Tally the lines of the entries in which the string "Kemang" occurs, and say only how many.

● Task input
○ ○ ○ ○
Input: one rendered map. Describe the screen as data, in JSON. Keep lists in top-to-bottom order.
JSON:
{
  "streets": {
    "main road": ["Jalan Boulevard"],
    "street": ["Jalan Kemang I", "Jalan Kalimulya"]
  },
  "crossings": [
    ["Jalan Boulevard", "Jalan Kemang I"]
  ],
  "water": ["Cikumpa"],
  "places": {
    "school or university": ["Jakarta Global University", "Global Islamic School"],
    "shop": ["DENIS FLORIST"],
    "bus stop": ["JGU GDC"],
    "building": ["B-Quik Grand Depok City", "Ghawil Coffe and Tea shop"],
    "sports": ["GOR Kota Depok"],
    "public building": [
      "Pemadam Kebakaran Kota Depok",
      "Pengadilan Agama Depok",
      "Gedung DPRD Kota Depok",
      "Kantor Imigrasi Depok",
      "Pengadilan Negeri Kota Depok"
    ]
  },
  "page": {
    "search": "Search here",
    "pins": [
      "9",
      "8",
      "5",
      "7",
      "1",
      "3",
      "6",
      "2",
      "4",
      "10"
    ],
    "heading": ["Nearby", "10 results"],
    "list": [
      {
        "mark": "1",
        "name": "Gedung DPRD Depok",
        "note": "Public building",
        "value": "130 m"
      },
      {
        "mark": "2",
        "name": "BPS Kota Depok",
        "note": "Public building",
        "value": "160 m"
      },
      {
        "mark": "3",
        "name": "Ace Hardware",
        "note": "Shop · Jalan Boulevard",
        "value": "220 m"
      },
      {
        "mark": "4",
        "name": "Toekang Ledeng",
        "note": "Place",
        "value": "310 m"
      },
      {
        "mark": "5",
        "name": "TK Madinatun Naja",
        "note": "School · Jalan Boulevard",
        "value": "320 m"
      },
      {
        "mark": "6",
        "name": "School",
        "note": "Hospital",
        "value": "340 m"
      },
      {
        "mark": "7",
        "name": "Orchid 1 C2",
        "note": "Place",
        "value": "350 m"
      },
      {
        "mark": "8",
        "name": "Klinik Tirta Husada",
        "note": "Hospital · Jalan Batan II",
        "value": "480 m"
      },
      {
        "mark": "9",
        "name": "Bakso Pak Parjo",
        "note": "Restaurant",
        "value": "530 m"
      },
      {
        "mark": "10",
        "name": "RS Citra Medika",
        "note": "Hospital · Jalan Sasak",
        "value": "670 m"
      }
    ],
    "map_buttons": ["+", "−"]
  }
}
○ ○ ○ ○
● Response to the task
2